Exercise aim
Report back every line from the entries below in which the word "شارع" occurs.
Extracted entries START
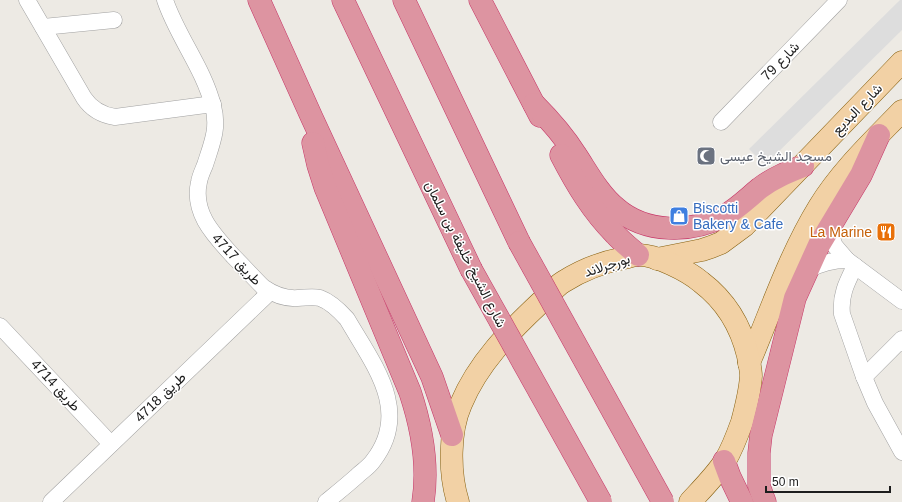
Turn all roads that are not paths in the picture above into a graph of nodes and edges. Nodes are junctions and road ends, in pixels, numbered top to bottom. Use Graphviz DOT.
graph roads {
  1 [pos="27,0"];
  2 [pos="165,0"];
  3 [pos="259,0"];
  4 [pos="343,0"];
  5 [pos="404,0"];
  6 [pos="480,0"];
  7 [pos="839,0"];
  8 [pos="114,20"];
  9 [pos="43,27"];
  10 [pos="902,62"];
  11 [pos="213,104"];
  12 [pos="534,104"];
  13 [pos="902,110"];
  14 [pos="312,118"];
  15 [pos="721,122"];
  16 [pos="879,135"];
  17 [pos="803,166"];
  18 [pos="828,229"];
  19 [pos="648,257"];
  20 [pos="851,263"];
  21 [pos="808,270"];
  22 [pos="270,292"];
  23 [pos="902,301"];
  24 [pos="0,326"];
  25 [pos="902,339"];
  26 [pos="749,363"];
  27 [pos="864,377"];
  28 [pos="452,435"];
  29 [pos="111,444"];
  30 [pos="902,452"];
  31 [pos="724,462"];
  32 [pos="453,475"];
  33 [pos="51,502"];
  34 [pos="326,502"];
  35 [pos="423,502"];
  36 [pos="447,502"];
  37 [pos="458,502"];
  38 [pos="601,502"];
  39 [pos="663,502"];
  40 [pos="690,502"];
  41 [pos="742,502"];
  42 [pos="765,502"];
  1 -- 9 [label="street"];
  2 -- 11 [label="street, طريق 4717"];
  3 -- 14 [label="highway"];
  4 -- 38 [label="highway, شارع الشيخ خليفة بن سلمان, bridge"];
  5 -- 39 [label="highway, bridge"];
  6 -- 12 [label="highway"];
  7 -- 15 [label="street, شارع 79"];
  8 -- 9 [label="street"];
  9 -- 11 [label="street"];
  10 -- 17 [label="main road, شارع البديع"];
  11 -- 22 [label="street, طريق 4717"];
  12 -- 17 [label="highway"];
  12 -- 19 [label="highway"];
  13 -- 16 [label="main road"];
  14 -- 28 [label="highway"];
  14 -- 35 [label="highway"];
  16 -- 18 [label="highway"];
  16 -- 26 [label="main road"];
  17 -- 19 [label="main road, شارع البديع"];
  18 -- 20 [label="street"];
  18 -- 21 [label="highway"];
  19 -- 26 [label="main road"];
  19 -- 28 [label="main road, بورجرلاند"];
  20 -- 21 [label="street"];
  20 -- 23 [label="street"];
  20 -- 27 [label="street"];
  21 -- 42 [label="highway"];
  22 -- 29 [label="street, طريق 4718"];
  22 -- 34 [label="street, طريق 4717"];
  24 -- 29 [label="street, طريق 4714"];
  25 -- 27 [label="street"];
  26 -- 31 [label="main road"];
  27 -- 30 [label="street"];
  28 -- 32 [label="main road, بورجرلاند"];
  29 -- 33 [label="street, طريق 4718"];
  31 -- 40 [label="main road"];
  31 -- 41 [label="highway"];
  32 -- 36 [label="main road"];
  32 -- 37 [label="main road, بورجرلاند"];
}
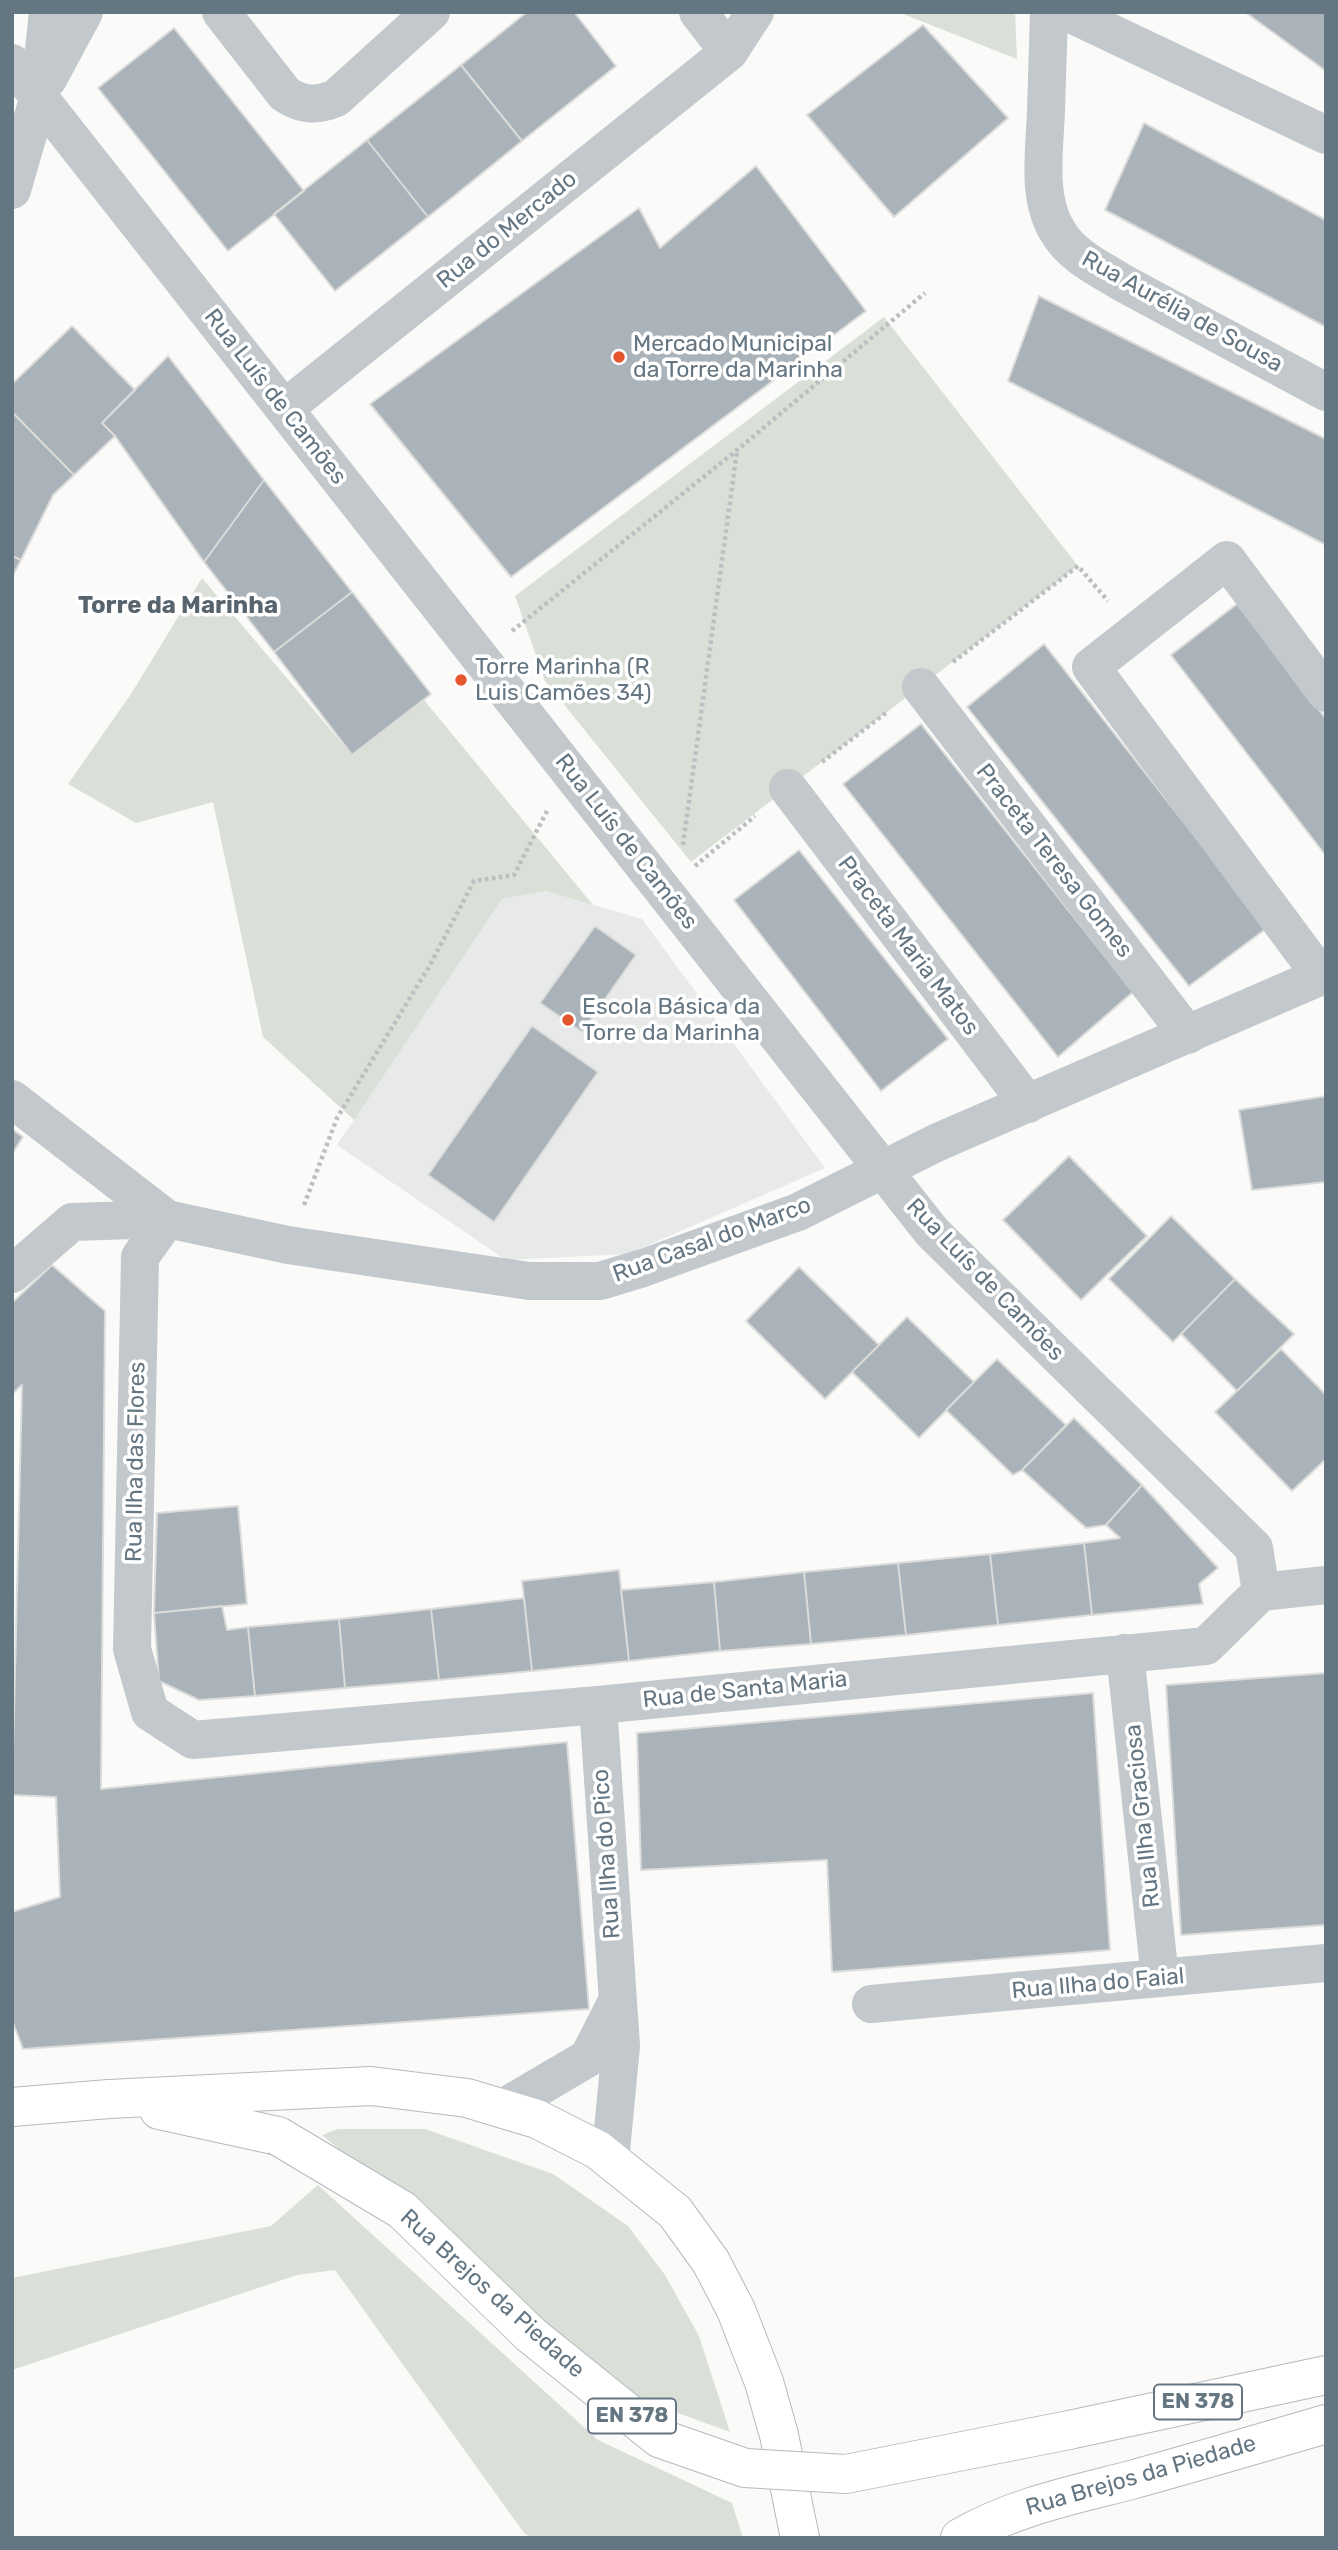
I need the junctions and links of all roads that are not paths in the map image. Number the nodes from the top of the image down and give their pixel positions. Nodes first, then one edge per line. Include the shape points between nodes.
1 (48, 12) edge
2 (85, 12) edge
3 (221, 12) edge
4 (432, 12) edge
5 (698, 12) edge
6 (755, 12) edge
7 (1049, 12) edge
8 (1068, 12) edge
9 (729, 52) junction
10 (12, 63) edge
11 (39, 96) junction
12 (1326, 135) edge
13 (12, 190) edge
14 (1326, 392) edge
15 (285, 408) junction
16 (921, 687) road end
17 (1326, 693) edge
18 (788, 788) road end
19 (1323, 975) edge
20 (1188, 1035) junction
21 (12, 1099) edge
22 (1028, 1104) junction
23 (883, 1170) junction
24 (167, 1219) junction
25 (12, 1274) edge
26 (1326, 1585) edge
27 (1261, 1592) junction
28 (1125, 1653) junction
29 (598, 1705) junction
30 (150, 1712) joint
31 (1326, 1963) edge
32 (1160, 1978) junction
33 (616, 2003) junction
34 (870, 2004) dead end
35 (109, 2099) junction
36 (12, 2107) edge
37 (503, 2108) junction
38 (610, 2161) junction
39 (1326, 2375) edge
40 (1326, 2424) edge
41 (800, 2538) edge
42 (960, 2538) edge

1 - 11 street
2 - 11 street
3 - 4 street via 285,94 312,105 336,98
5 - 9 street
6 - 9 street, Rua do Mercado
7 - 14 street, Rua Aurélia de Sousa via 1045,179 1058,233 1088,262
8 - 12 street
9 - 15 street, Rua do Mercado
10 - 11 street, Rua Luís de Camões
11 - 13 street
11 - 15 street, Rua Luís de Camões
15 - 23 street, Rua Luís de Camões via 568,769 680,898
16 - 20 street, Praceta Teresa Gomes
17 - 19 street via 1227,560 1091,667
18 - 22 street, Praceta Maria Matos
19 - 20 street, Rua Casal do Marco
20 - 22 street, Rua Casal do Marco
21 - 24 street, Rua Casal do Marco
22 - 23 street, Rua Casal do Marco
23 - 24 street, Rua Casal do Marco via 798,1212 600,1281 529,1281 288,1245
23 - 27 street, Rua Luís de Camões via 932,1232 1254,1548
24 - 25 street via 72,1222
24 - 30 street, Rua Ilha das Flores via 140,1257 132,1649
26 - 27 street
27 - 28 street, Rua de Santa Maria via 1206,1646
28 - 29 street, Rua de Santa Maria
28 - 32 street, Rua Ilha Graciosa
29 - 30 street, Rua de Santa Maria via 193,1740
29 - 33 street, Rua Ilha do Pico
31 - 32 street, Rua Ilha do Faial
32 - 34 street, Rua Ilha do Faial
33 - 37 street via 587,2058
33 - 38 street, Rua Ilha do Pico via 621,2046
35 - 36 main road, EN 378
35 - 37 main road, EN 378 via 371,2085 467,2098
35 - 39 main road, Rua Brejos da Piedade / EN 378, bridge via 278,2136 402,2210 531,2335 659,2438 745,2468 846,2474
37 - 38 main road, EN 378 via 537,2119 598,2150
38 - 41 main road, EN 378 via 675,2212 711,2262 736,2310 779,2435
40 - 42 main road, Rua Brejos da Piedade / EN 378 via 1023,2509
Extracted entries END
Response to this exercise
  4 -- 38 [label="highway, شارع الشيخ خليفة بن سلمان, bridge"];
  7 -- 15 [label="street, شارع 79"];
  10 -- 17 [label="main road, شارع البديع"];
  17 -- 19 [label="main road, شارع البديع"];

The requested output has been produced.